New England Journal of Medicine Apr 26, 2018

Lipson DA, et al. - Researchers undertook an exploration of the benefits of triple therapy for chronic obstructive pulmonary disease (COPD) with an inhaled glucocorticoid, a long-acting muscarinic antagonist (LAMA), and a long-acting β2-agonist (LABA), as compared with dual therapy (either inhaled glucocorticoid–LABA or LAMA–LABA). Data displayed a lower rate of moderate or severe COPD exacerbations due to triple therapy with fluticasone furoate, umeclidinium, and vilanterol compared to fluticasone furoate–vilanterol or umeclidinium-vilanterol.
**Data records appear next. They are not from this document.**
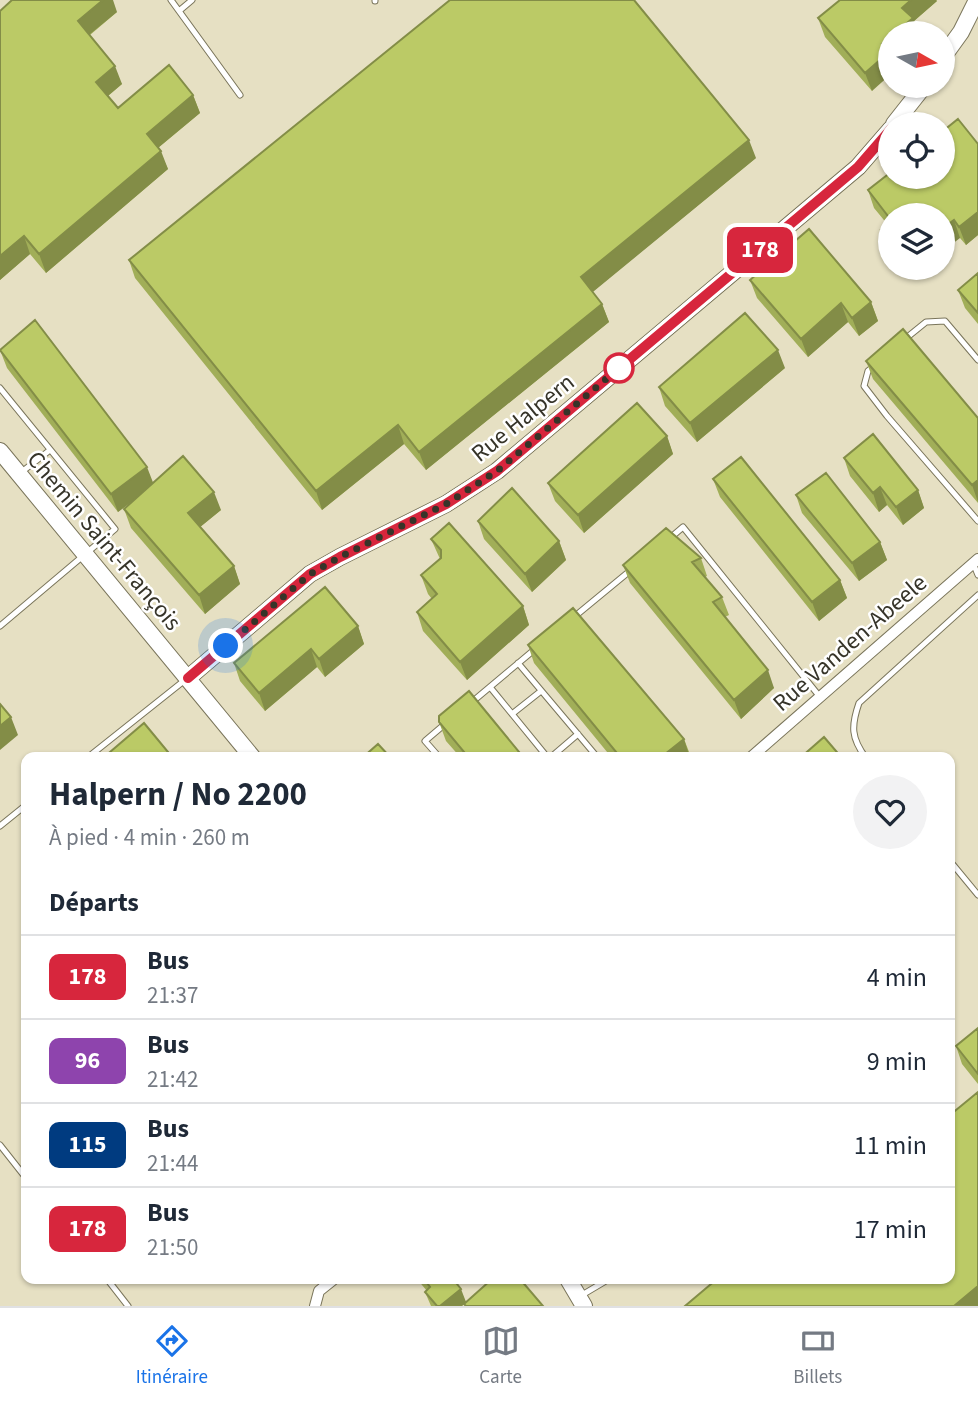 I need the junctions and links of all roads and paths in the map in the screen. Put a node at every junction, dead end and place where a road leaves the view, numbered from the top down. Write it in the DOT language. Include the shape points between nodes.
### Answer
graph roads {
  1 [pos="171,0"];
  2 [pos="192,0"];
  3 [pos="977,0"];
  4 [pos="179,11"];
  5 [pos="956,39"];
  6 [pos="240,94"];
  7 [pos="915,98"];
  8 [pos="903,112"];
  9 [pos="878,144"];
  10 [pos="897,346"];
  11 [pos="978,360"];
  12 [pos="878,363"];
  13 [pos="0,388"];
  14 [pos="50,450"];
  15 [pos="0,451"];
  16 [pos="19,474"];
  17 [pos="978,520"];
  18 [pos="662,544"];
  19 [pos="85,554"];
  20 [pos="642,561"];
  21 [pos="976,561"];
  22 [pos="978,575"];
  23 [pos="978,595"];
  24 [pos="570,621"];
  25 [pos="0,626"];
  26 [pos="539,646"];
  27 [pos="518,663"];
  28 [pos="188,678"];
  29 [pos="490,687"];
  30 [pos="541,691"];
  31 [pos="820,697"];
  32 [pos="468,705"];
  33 [pos="512,714"];
  34 [pos="447,723"];
  35 [pos="578,734"];
  36 [pos="95,752"];
  37 [pos="248,752"];
  38 [pos="435,752"];
  39 [pos="544,752"];
  40 [pos="556,752"];
  41 [pos="593,752"];
  42 [pos="757,752"];
  43 [pos="862,752"];
  44 [pos="21,809"];
  45 [pos="0,826"];
  46 [pos="955,867"];
  47 [pos="978,895"];
  48 [pos="0,1145"];
  49 [pos="21,1172"];
  50 [pos="111,1284"];
  51 [pos="328,1284"];
  52 [pos="571,1284"];
  53 [pos="603,1284"];
  54 [pos="581,1302"];
  55 [pos="128,1306"];
  56 [pos="315,1306"];
  1 -- 4 [label="lane"];
  2 -- 4 [label="lane"];
  3 -- 5 [label="street"];
  4 -- 6 [label="lane"];
  7 -- 8 [label="street"];
  9 -- 28 [label="street, Rue Halpern" via="858,167 497,471 446,504 310,574"];
  10 -- 11 [label="lane" via="926,321 945,321"];
  12 -- 17 [label="lane" via="868,371 864,386"];
  13 -- 14 [label="lane"];
  14 -- 16 [label="lane"];
  14 -- 19 [label="lane" via="115,529"];
  15 -- 16 [label="street, Chemin Saint-François"];
  16 -- 19 [label="street, Chemin Saint-François"];
  18 -- 31 [label="lane" via="683,527"];
  19 -- 25 [label="lane"];
  19 -- 28 [label="street, Chemin Saint-François"];
  20 -- 24 [label="lane"];
  21 -- 22 [label="lane"];
  21 -- 31 [label="street, Rue Vanden-Abeele"];
  23 -- 43 [label="lane" via="859,703 852,725"];
  26 -- 27 [label="lane"];
  27 -- 29 [label="lane"];
  27 -- 30 [label="lane"];
  28 -- 36 [label="lane"];
  28 -- 37 [label="street, Chemin Saint-François"];
  29 -- 32 [label="lane"];
  29 -- 33 [label="lane"];
  30 -- 33 [label="lane"];
  30 -- 35 [label="lane"];
  31 -- 42 [label="street, Rue Vanden-Abeele"];
  33 -- 39 [label="lane"];
  34 -- 38 [label="lane" via="425,741"];
  35 -- 40 [label="lane"];
  35 -- 41 [label="lane"];
  44 -- 45 [label="lane"];
  46 -- 47 [label="lane"];
  48 -- 49 [label="lane"];
  50 -- 55 [label="lane"];
  51 -- 56 [label="street" via="319,1292"];
  52 -- 54 [label="street"];
  53 -- 54 [label="lane"];
}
Additionally, it was inferred that triple therapy led to a lower rate of hospitalization as a result of COPD than umeclidinium–vilanterol.

Methods

  • This study included 10,355 patients with COPD.
  • A comparison was performed of 52 weeks of a once-daily combination of fluticasone furoate (an inhaled glucocorticoid) at a dose of 100 μg, umeclidinium (a LAMA) at a dose of 62.5 μg, and vilanterol (a LABA) at a dose of 25 μg (triple therapy) with fluticasone furoate-vilanterol (at doses of 100 μg and 25 μg, respectively) and umeclidinium-vilanterol (at doses of 62.5 μg and 25 μg, respectively).
  • Each regimen was administered in a single Ellipta inhaler.
  • The annual rate of moderate or severe COPD exacerbations during treatment served as the primary outcome.

Results

  • It was determined that the rate of moderate or severe exacerbations in the triple-therapy group was 0.91 per year, as compared with 1.07 per year in the fluticasone furoate-vilanterol group (rate ratio with triple therapy, 0.85; 95% confidence interval [CI], 0.80 to 0.90; 15% difference; P < 0.001) and 1.21 per year in the umeclidinium-vilanterol group (rate ratio with triple therapy, 0.75; 95% CI, 0.70 to 0.81; 25% difference; P < 0.001).
  • As per the data, the annual rate of severe exacerbations leading to hospitalization in the triple-therapy group was 0.13, as compared with 0.19 in the umeclidinium-vilanterol group (rate ratio, 0.66; 95% CI, 0.56 to 0.78; 34% difference; P < 0.001).
  • A higher incidence of pneumonia was reported in the inhaled-glucocorticoid groups compared to the umeclidinium-vilanterol group.
  • A substantially higher risk of clinician-diagnosed pneumonia was discovered with triple therapy than with umeclidinium-vilanterol, determined via a time-to-first-event analysis (hazard ratio, 1.53; 95% CI, 1.22 to 1.92; P < 0.001).